Rooney Being Used?

November 17, 2008

Is Andy Rooney being used by CBS News higher-ups? When he purposely left out Dan Rather’s name in a list of esteemed TV journalists in his commentary on 60 Minutes Sunday, Nov. 16, was he speaking for himself or his bosses? In a paean to newspapers entitled “Andy’s Homage to Newsprint,” Rooney lists a few TV journalists deserving of praise for their work in TV newsrooms, although what they do, according to Rooney, can’t compare to what print journalists do (no disagreement there). Here’s the relevant paragraph from his commentary:

Television news is on the screen one minute and gone the next. We’re lucky that television journalism has been as good and reliable as it is because of operatives like Ed Murrow, Walter Cronkite, Tom Brokaw, Tim Russert, Bob Schieffer, Peter Jennings and countless others [emphasis mine], but it is not the same as print journalism.

Glaringly absent from this esteemed list of TV journalists, of course, is Dan Rather’s name, the former anchor of the CBS Evening News. Rather, you’ll remember, resigned his position as anchor of the program in 2005 after a September, 2004, report on a weeknight 60 Minutes broadcast questioning President Bush’s National Guard Service during the Vietnam War. The report was found to have lacked proper procedure by a panel investigating the incident. After his resignation as anchor, Rather still retained a position as reporter at CBS News but later claimed that CBS failed to live up to its agreement with him by relegating him to a marginal position on 60 Minutes. He later resigned from CBS News and subsequently sued the network.

Rooney, of course, had previously expressed his displeasure of Rather in a USA Today story in January of 2005 and in an MSNBC report in November of 2006. But the timing of his commentary yesterday coincides with a New York Times report Monday (published online on Nov. 16) that suggests that Rather may have a case against his former bosses.
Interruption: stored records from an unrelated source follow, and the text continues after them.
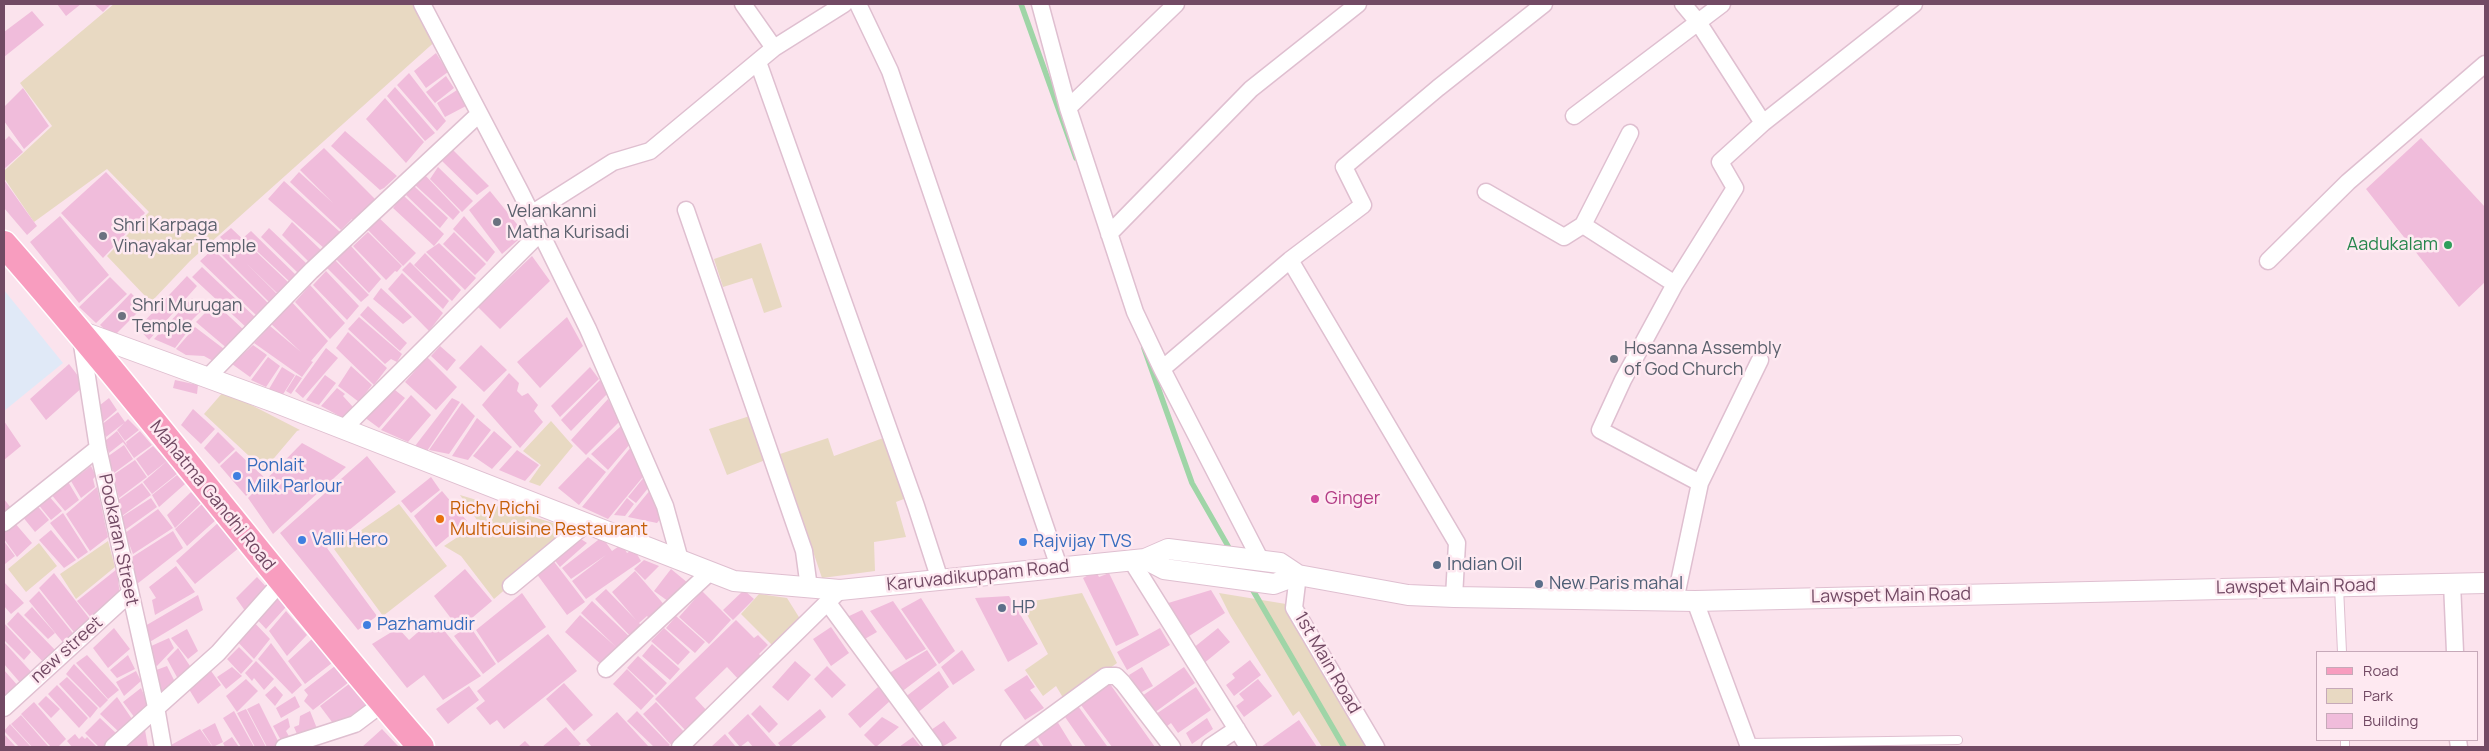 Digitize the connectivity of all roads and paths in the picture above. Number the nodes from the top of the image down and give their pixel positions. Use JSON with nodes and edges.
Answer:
{"nodes":[{"id":1,"x":422,"y":4,"type":"edge"},
{"id":2,"x":743,"y":4,"type":"edge"},
{"id":3,"x":844,"y":4,"type":"edge"},
{"id":4,"x":858,"y":4,"type":"edge"},
{"id":5,"x":1040,"y":4,"type":"edge"},
{"id":6,"x":1176,"y":4,"type":"edge"},
{"id":7,"x":1358,"y":4,"type":"edge"},
{"id":8,"x":1544,"y":4,"type":"edge"},
{"id":9,"x":1683,"y":4,"type":"edge"},
{"id":10,"x":1722,"y":4,"type":"edge"},
{"id":11,"x":1914,"y":4,"type":"edge"},
{"id":12,"x":1698,"y":22,"type":"junction"},
{"id":13,"x":774,"y":48,"type":"junction"},
{"id":14,"x":758,"y":62,"type":"junction"},
{"id":15,"x":2485,"y":64,"type":"edge"},
{"id":16,"x":1068,"y":108,"type":"junction"},
{"id":17,"x":479,"y":114,"type":"junction"},
{"id":18,"x":1574,"y":116,"type":"dead end"},
{"id":19,"x":1763,"y":123,"type":"junction"},
{"id":20,"x":1630,"y":132,"type":"dead end"},
{"id":21,"x":1486,"y":192,"type":"dead end"},
{"id":22,"x":686,"y":210,"type":"dead end"},
{"id":23,"x":531,"y":214,"type":"junction"},
{"id":24,"x":1583,"y":225,"type":"junction"},
{"id":25,"x":540,"y":233,"type":"junction"},
{"id":26,"x":1109,"y":234,"type":"junction"},
{"id":27,"x":4,"y":244,"type":"edge"},
{"id":28,"x":1290,"y":260,"type":"junction"},
{"id":29,"x":2268,"y":261,"type":"dead end"},
{"id":30,"x":1675,"y":284,"type":"junction"},
{"id":31,"x":80,"y":331,"type":"junction"},
{"id":32,"x":1760,"y":360,"type":"dead end"},
{"id":33,"x":1162,"y":369,"type":"junction"},
{"id":34,"x":207,"y":378,"type":"junction"},
{"id":35,"x":343,"y":429,"type":"junction"},
{"id":36,"x":98,"y":448,"type":"junction"},
{"id":37,"x":1700,"y":483,"type":"junction"},
{"id":38,"x":4,"y":523,"type":"edge"},
{"id":39,"x":586,"y":524,"type":"junction"},
{"id":40,"x":1138,"y":559,"type":"junction"},
{"id":41,"x":680,"y":560,"type":"junction"},
{"id":42,"x":1260,"y":561,"type":"junction"},
{"id":43,"x":1059,"y":567,"type":"junction"},
{"id":44,"x":710,"y":572,"type":"junction"},
{"id":45,"x":1298,"y":575,"type":"junction"},
{"id":46,"x":940,"y":580,"type":"junction"},
{"id":47,"x":281,"y":582,"type":"junction"},
{"id":48,"x":2452,"y":583,"type":"junction"},
{"id":49,"x":2485,"y":583,"type":"edge"},
{"id":50,"x":511,"y":586,"type":"dead end"},
{"id":51,"x":2339,"y":586,"type":"junction"},
{"id":52,"x":809,"y":588,"type":"junction"},
{"id":53,"x":130,"y":593,"type":"junction"},
{"id":54,"x":834,"y":597,"type":"junction"},
{"id":55,"x":1454,"y":597,"type":"junction"},
{"id":56,"x":1675,"y":601,"type":"junction"},
{"id":57,"x":1695,"y":601,"type":"junction"},
{"id":58,"x":2342,"y":651,"type":"edge"},
{"id":59,"x":2455,"y":651,"type":"edge"},
{"id":60,"x":606,"y":669,"type":"dead end"},
{"id":61,"x":383,"y":702,"type":"junction"},
{"id":62,"x":156,"y":706,"type":"junction"},
{"id":63,"x":4,"y":708,"type":"edge"},
{"id":64,"x":1237,"y":729,"type":"junction"},
{"id":65,"x":1958,"y":740,"type":"dead end"},
{"id":66,"x":1748,"y":745,"type":"edge"},
{"id":67,"x":113,"y":747,"type":"edge"},
{"id":68,"x":163,"y":747,"type":"edge"},
{"id":69,"x":284,"y":747,"type":"edge"},
{"id":70,"x":421,"y":747,"type":"edge"},
{"id":71,"x":680,"y":747,"type":"edge"},
{"id":72,"x":934,"y":747,"type":"edge"},
{"id":73,"x":1009,"y":747,"type":"edge"},
{"id":74,"x":1172,"y":747,"type":"edge"},
{"id":75,"x":1210,"y":747,"type":"edge"},
{"id":76,"x":1248,"y":747,"type":"edge"},
{"id":77,"x":1376,"y":747,"type":"edge"}],
"edges":[{"from":1,"to":17,"type":"street"},
{"from":2,"to":13,"type":"street"},
{"from":3,"to":13,"type":"street"},
{"from":4,"to":43,"type":"street"},
{"from":5,"to":16,"type":"street"},
{"from":6,"to":16,"type":"street"},
{"from":7,"to":26,"type":"street"},
{"from":8,"to":28,"type":"street"},
{"from":9,"to":12,"type":"street"},
{"from":10,"to":12,"type":"street"},
{"from":11,"to":19,"type":"street"},
{"from":12,"to":18,"type":"street"},
{"from":12,"to":19,"type":"street"},
{"from":13,"to":14,"type":"street"},
{"from":14,"to":23,"type":"street"},
{"from":14,"to":46,"type":"street"},
{"from":15,"to":29,"type":"street"},
{"from":16,"to":26,"type":"street"},
{"from":17,"to":23,"type":"street"},
{"from":17,"to":34,"type":"street"},
{"from":19,"to":30,"type":"street"},
{"from":20,"to":24,"type":"street"},
{"from":21,"to":24,"type":"street"},
{"from":22,"to":52,"type":"street"},
{"from":23,"to":25,"type":"street"},
{"from":24,"to":30,"type":"street"},
{"from":25,"to":35,"type":"street"},
{"from":25,"to":41,"type":"street"},
{"from":26,"to":33,"type":"street"},
{"from":27,"to":31,"type":"main road","name":"Mahatma Gandhi Road"},
{"from":28,"to":33,"type":"street"},
{"from":28,"to":55,"type":"street"},
{"from":30,"to":37,"type":"street"},
{"from":31,"to":34,"type":"street","name":"Karuvadikuppam Road"},
{"from":31,"to":36,"type":"street","name":"Pookaran Street"},
{"from":31,"to":47,"type":"main road","name":"Mahatma Gandhi Road"},
{"from":32,"to":37,"type":"street"},
{"from":33,"to":42,"type":"street"},
{"from":34,"to":35,"type":"street","name":"Karuvadikuppam Road"},
{"from":35,"to":39,"type":"street","name":"Karuvadikuppam Road"},
{"from":36,"to":38,"type":"street"},
{"from":36,"to":53,"type":"street","name":"Pookaran Street"},
{"from":37,"to":56,"type":"street"},
{"from":39,"to":41,"type":"street","name":"Karuvadikuppam Road"},
{"from":39,"to":50,"type":"street"},
{"from":40,"to":42,"type":"street"},
{"from":40,"to":43,"type":"street","name":"Karuvadikuppam Road"},
{"from":40,"to":45,"type":"street"},
{"from":40,"to":64,"type":"street"},
{"from":41,"to":44,"type":"street","name":"Karuvadikuppam Road"},
{"from":42,"to":45,"type":"street"},
{"from":43,"to":46,"type":"street","name":"Karuvadikuppam Road"},
{"from":44,"to":52,"type":"street","name":"Karuvadikuppam Road"},
{"from":44,"to":60,"type":"street"},
{"from":45,"to":55,"type":"street","name":"Lawspet Main Road"},
{"from":45,"to":77,"type":"street","name":"1st Main Road"},
{"from":46,"to":54,"type":"street","name":"Karuvadikuppam Road"},
{"from":47,"to":61,"type":"main road","name":"Mahatma Gandhi Road"},
{"from":47,"to":62,"type":"street"},
{"from":48,"to":49,"type":"street","name":"Lawspet Main Road"},
{"from":48,"to":51,"type":"street","name":"Lawspet Main Road"},
{"from":48,"to":59,"type":"street"},
{"from":51,"to":57,"type":"street","name":"Lawspet Main Road"},
{"from":51,"to":58,"type":"lane"},
{"from":52,"to":54,"type":"street","name":"Karuvadikuppam Road"},
{"from":53,"to":62,"type":"street","name":"Pookaran Street"},
{"from":53,"to":63,"type":"street","name":"new street"},
{"from":54,"to":71,"type":"street"},
{"from":54,"to":72,"type":"street"},
{"from":55,"to":56,"type":"street","name":"Lawspet Main Road"},
{"from":56,"to":57,"type":"street","name":"Lawspet Main Road"},
{"from":57,"to":66,"type":"street"},
{"from":61,"to":69,"type":"street"},
{"from":61,"to":70,"type":"main road","name":"Mahatma Gandhi Road"},
{"from":62,"to":67,"type":"street"},
{"from":62,"to":68,"type":"street","name":"Pookaran Street"},
{"from":64,"to":75,"type":"street"},
{"from":64,"to":76,"type":"street"},
{"from":65,"to":66,"type":"lane"},
{"from":73,"to":74,"type":"street"}]}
The Times states:

Among the materials that money has shaken free for Mr. Rather are internal CBS memorandums turned over to his lawyers, showing that network executives used Republican operatives to vet the names of potential members of a panel that had been billed as independent and charged with investigating the “60 Minutes” segment.

These network executives finally decided on a two-member panel to investigate how the story got on the air: Dick Thornburgh, a former Republican U.S. Attorney General under both Reagan and Bush senior, and Louis D. Boccardi, the former head of the Associated Press. But subpoenaed notes from a vice president of CBS News, Linda Mason, seemed to disqualify the former Republican senator from New Hampshire, Warren Rudman, because he wouldn’t “mollify the right.” Thornburgh may have been approved after further “testing” by CBS as shown in Mason’s notes, which stated, “T comes back with high marks from G.O.P.”

Another memorandum turned over to Rather’s lawyers showed that CBS News executives had given preliminary consideration to conservative commentators like Rush Limbaugh, Matt Drudge, Ann Coulter, Pat Buchanan, and Roger Ailes as potential members of the panel. Those people weren’t chosen, but the fact that they even made it to a preliminary list shows that CBS News thought it necessary to seek approval from the G.O.P. for at least one member of the panel.

Rather may have engaged in some sloppy journalism, although that has yet to be definitively established; but Rooney especially, it seems, has gone to extra lengths to show his displeasure. Is he aware of how his complaints about Rather and others at CBS News dovetail nicely with Republican complaints about the so-called liberal bias in the media? Did CBS News err in its reporting of President Bush’s military record, or did it cave to White House pressure and fire solid journalists and force the resignation of another long-serving newsman? Is Andy Rooney speaking for himself or doing his bosses’ bidding? Has Andy Rooney been used?